How does it fit the requirements of Christensen disruptive innovation model? For Christensen, almost all disruptive innovations happen when a new entrant can enter a market, and by starting with simple technology. Eventually, they improve enough to seriously disrupt the market. He distinguishes disruptive innovation from sustaining innovation, when a company continues to improve an established product. While film editing made continuous improvements over the course of its history, NLE made transformative changes over a short period of time. The results were so weak in the beginning, that film advocates quickly dismissed it, only to be surprised when it later became competitive so quickly.[3]
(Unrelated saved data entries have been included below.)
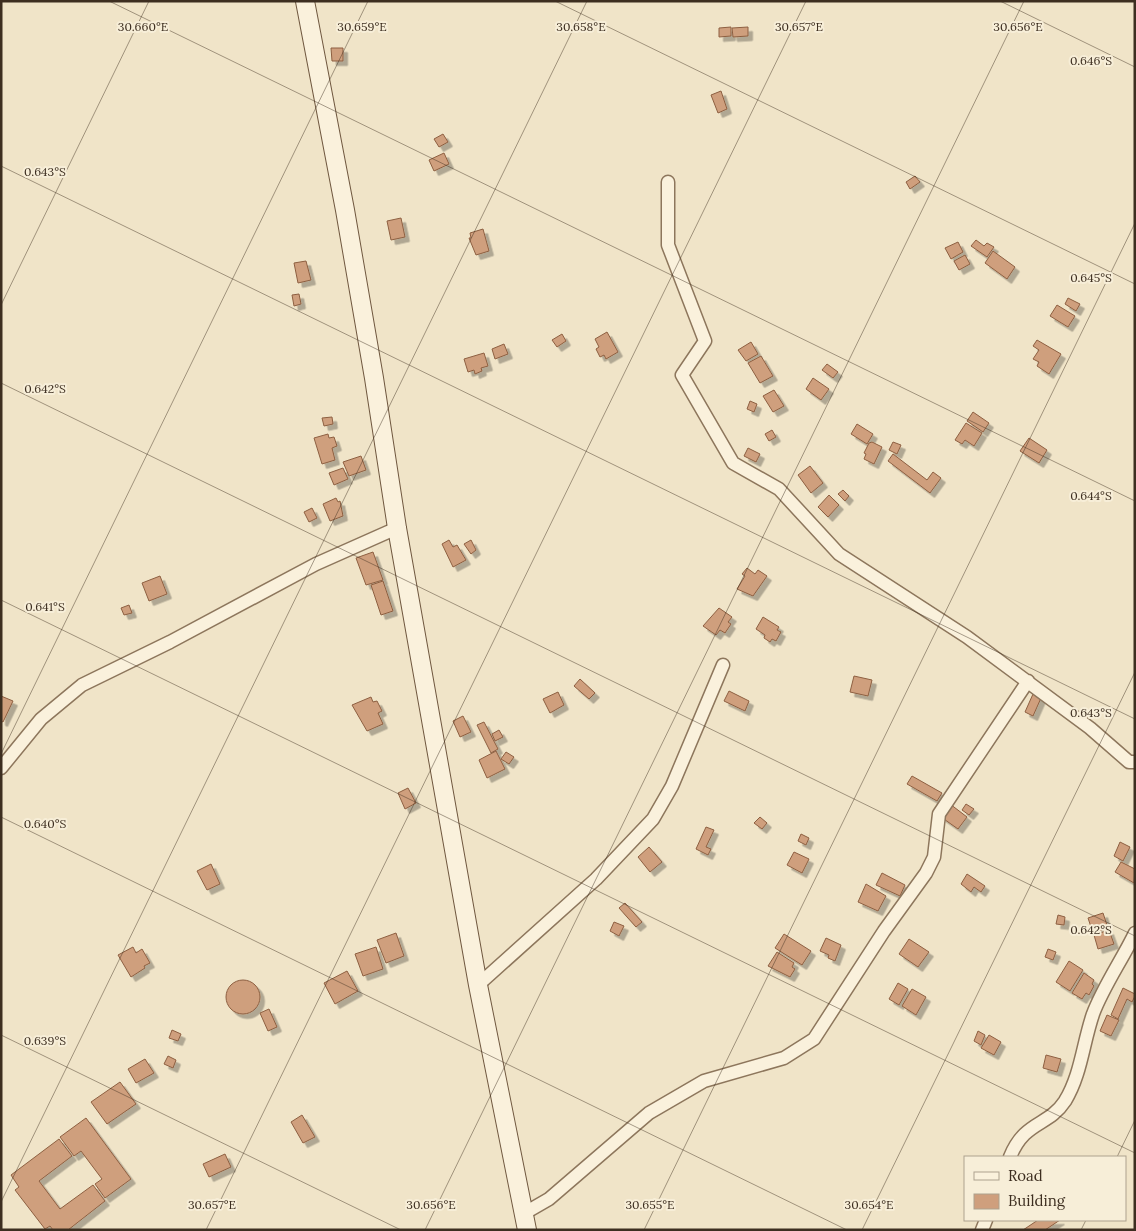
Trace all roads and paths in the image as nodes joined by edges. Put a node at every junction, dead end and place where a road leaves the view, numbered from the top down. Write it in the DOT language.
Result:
graph roads {
  1 [pos="305,1"];
  2 [pos="668,182"];
  3 [pos="397,528"];
  4 [pos="722,665"];
  5 [pos="1028,681"];
  6 [pos="1135,762"];
  7 [pos="1,768"];
  8 [pos="1135,933"];
  9 [pos="478,986"];
  10 [pos="1010,1156"];
  11 [pos="525,1222"];
  1 -- 3 [label="main road"];
  2 -- 5 [label="street"];
  3 -- 7 [label="street"];
  3 -- 9 [label="main road"];
  4 -- 9 [label="street"];
  5 -- 6 [label="street"];
  5 -- 11 [label="street"];
  8 -- 10 [label="street"];
  9 -- 11 [label="main road"];
}
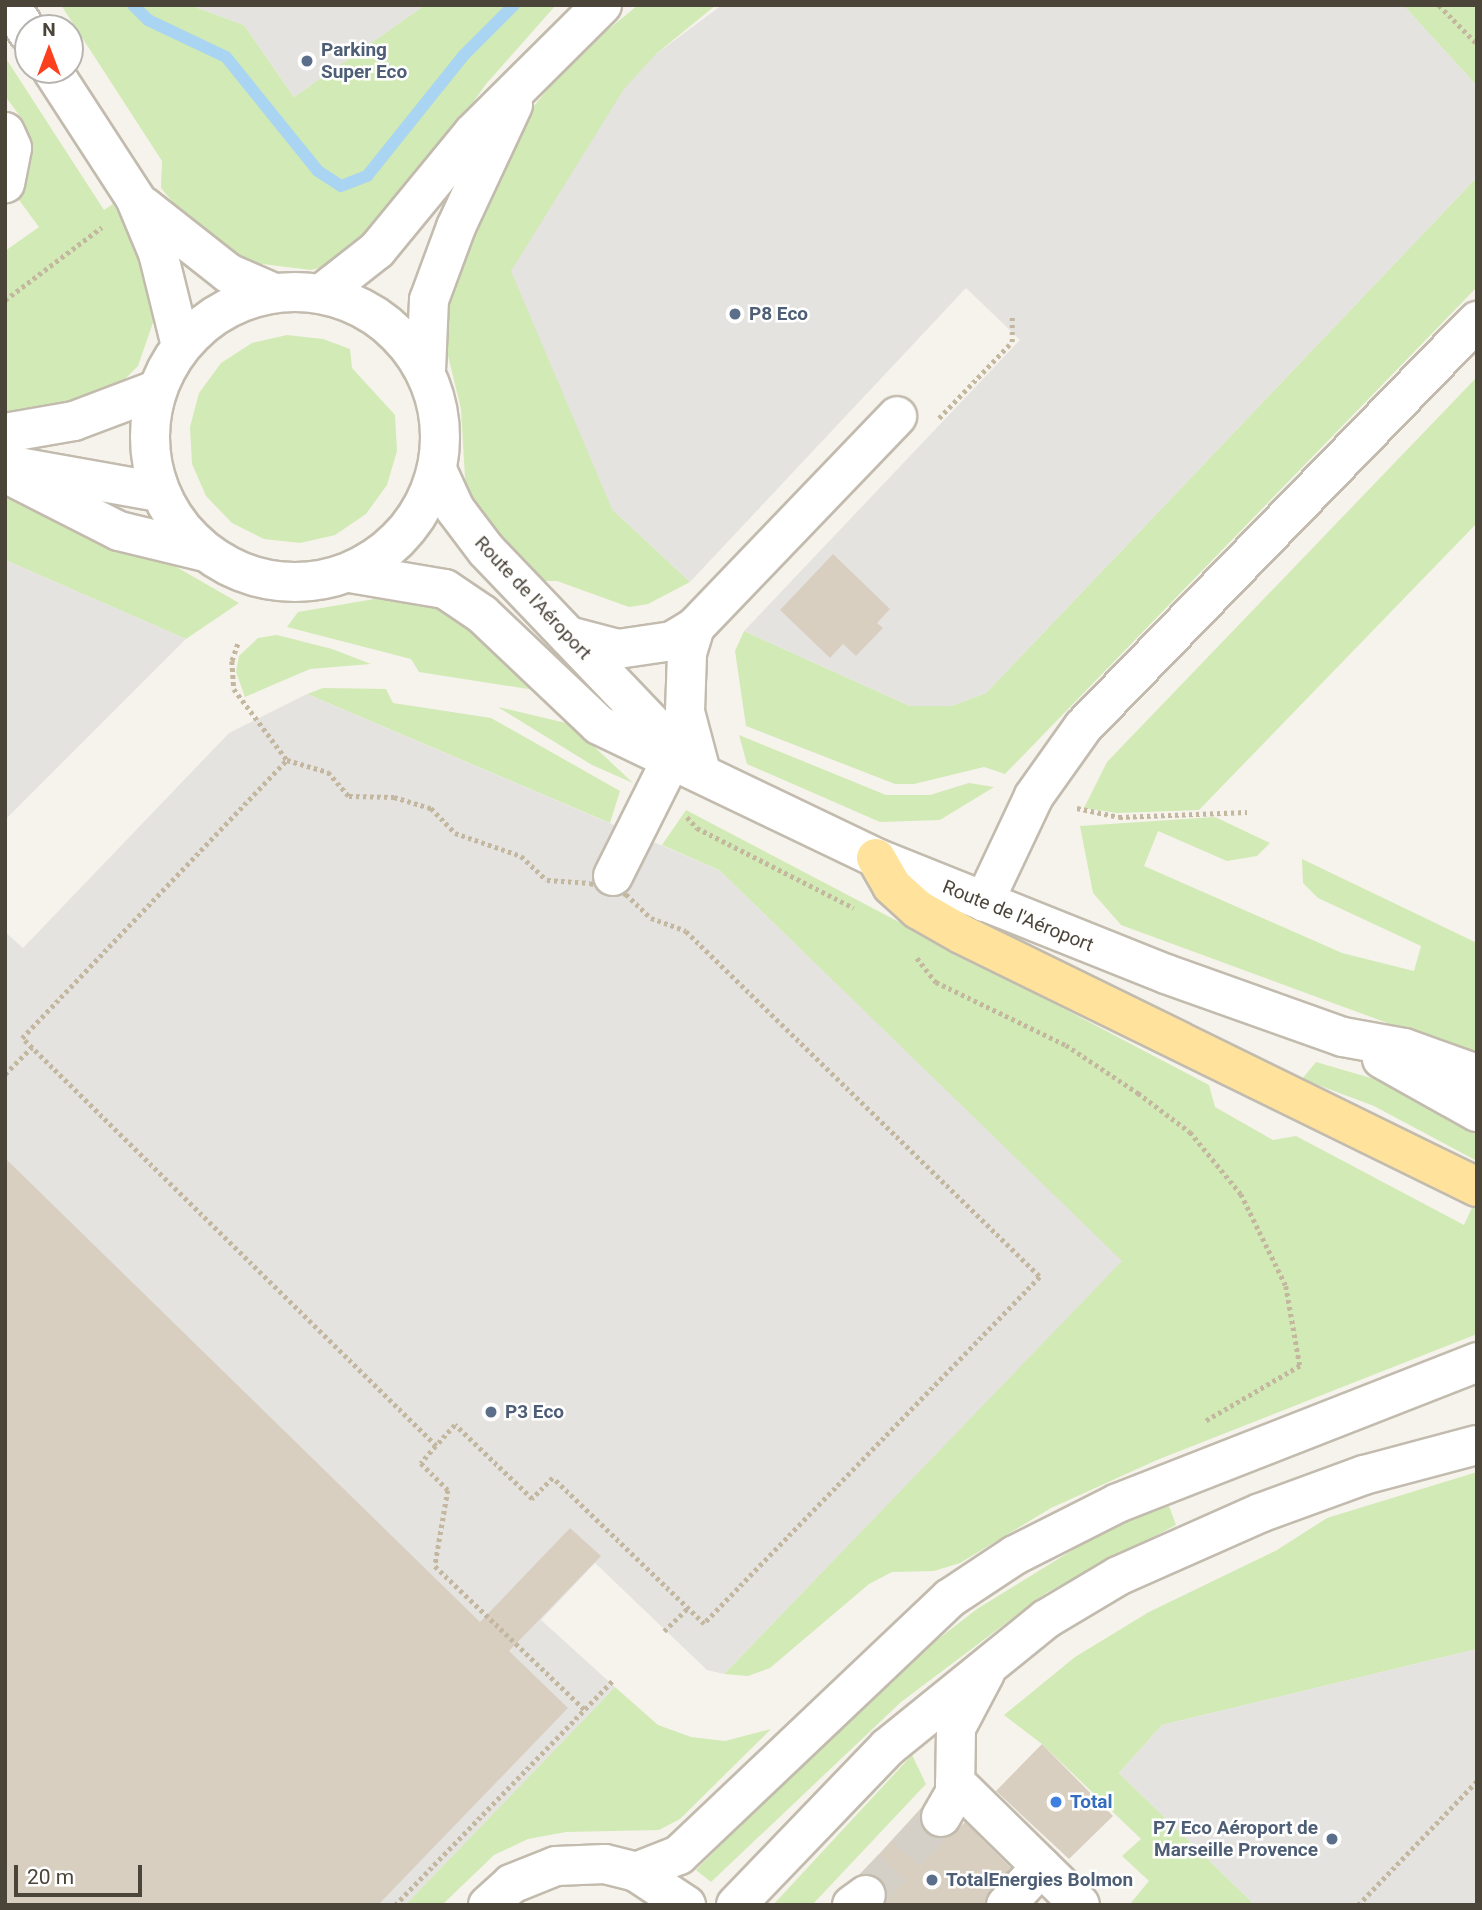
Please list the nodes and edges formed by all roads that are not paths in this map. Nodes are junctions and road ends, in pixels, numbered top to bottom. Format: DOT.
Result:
graph roads {
  1 [pos="602,5"];
  2 [pos="527,75"];
  3 [pos="61,84"];
  4 [pos="5,132"];
  5 [pos="5,183"];
  6 [pos="135,198"];
  7 [pos="274,293"];
  8 [pos="321,294"];
  9 [pos="1477,321"];
  10 [pos="181,346"];
  11 [pos="426,371"];
  12 [pos="156,390"];
  13 [pos="897,416"];
  14 [pos="5,433"];
  15 [pos="5,465"];
  16 [pos="438,472"];
  17 [pos="5,474"];
  18 [pos="159,492"];
  19 [pos="205,552"];
  20 [pos="350,573"];
  21 [pos="695,626"];
  22 [pos="568,636"];
  23 [pos="686,767"];
  24 [pos="876,858"];
  25 [pos="613,876"];
  26 [pos="984,902"];
  27 [pos="1343,1037"];
  28 [pos="1477,1074"];
  29 [pos="1477,1112"];
  30 [pos="1477,1187"];
  31 [pos="1477,1362"];
  32 [pos="1477,1446"];
  33 [pos="995,1657"];
  34 [pos="955,1782"];
  35 [pos="941,1817"];
  36 [pos="1041,1867"];
  37 [pos="636,1872"];
  38 [pos="488,1905"];
  39 [pos="686,1905"];
  40 [pos="736,1905"];
  41 [pos="1006,1905"];
  42 [pos="1080,1905"];
  1 -- 2 [label="street"];
  2 -- 8 [label="street"];
  2 -- 11 [label="street"];
  3 -- 6 [label="street"];
  4 -- 5 [label="street"];
  6 -- 7 [label="street"];
  6 -- 10 [label="street"];
  7 -- 8 [label="street"];
  7 -- 10 [label="street"];
  8 -- 11 [label="street"];
  9 -- 26 [label="street"];
  10 -- 12 [label="street"];
  11 -- 16 [label="street"];
  12 -- 14 [label="street"];
  12 -- 18 [label="street"];
  13 -- 21 [label="street"];
  15 -- 18 [label="street"];
  16 -- 20 [label="street"];
  16 -- 22 [label="street, Route de l'Aéroport"];
  17 -- 19 [label="street"];
  18 -- 19 [label="street"];
  19 -- 20 [label="street"];
  20 -- 23 [label="street, Route de l'Aéroport"];
  21 -- 22 [label="street"];
  21 -- 23 [label="street"];
  22 -- 23 [label="street, Route de l'Aéroport"];
  23 -- 24 [label="street, Route de l'Aéroport"];
  23 -- 25 [label="street"];
  24 -- 26 [label="street, Route de l'Aéroport"];
  24 -- 30 [label="main road"];
  26 -- 27 [label="street, Route de l'Aéroport"];
  27 -- 28 [label="street, Route de l'Aéroport"];
  27 -- 29 [label="street, Route de l'Aéroport"];
  31 -- 37 [label="street"];
  32 -- 33 [label="street"];
  33 -- 34 [label="street"];
  33 -- 40 [label="street"];
  34 -- 35 [label="street"];
  34 -- 36 [label="street"];
  36 -- 41 [label="street"];
  36 -- 42 [label="street"];
  37 -- 38 [label="street"];
  37 -- 39 [label="street"];
}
Now, several NLEs compete with each other in the cinema, consumer, and television industries. Adobe Premiere Pro, Avid Media Composer, DaVinci Resolve, and Final Cut Pro X are the current leaders in the NLE technologies. These editors below discuss the current state of the NLE editing.
In an upcoming post, I will discuss digital’s influence on special effects.
Notes
[1] From Clayton M. Christensen, Michael E. RaynorRory McDonald, et al. “What Is Disruptive Innovation?” Harvard Business Review, 19 Dec. 2016, hbr.org/2015/12/what-is-disruptive-innovation.
[2] From First Cut 2: More Conversations with Film Editors
By Gabriella Oldham. p. 4.
[3] Raynor, Michael E.; Christensen, Clayton M. (2003-10-09). The Innovator’s Solution: Creating and Sustaining Successful Growth. (p. 18). Perseus Books Group. Kindle Edition.
© ALL RIGHTS RESERVED
Anthony J. Pennings, PhD is Professor at the Department of Technology and Society, State University of New York, Korea. Before joining SUNY, he taught at St. Edwards University in Austin, Texas, where he maintains his US address. From 2002-2012 was on the faculty of New York University and held his first academic position at Victoria University in New Zealand. He has also spent ten years at the East-West Center in Honolulu, Hawaii.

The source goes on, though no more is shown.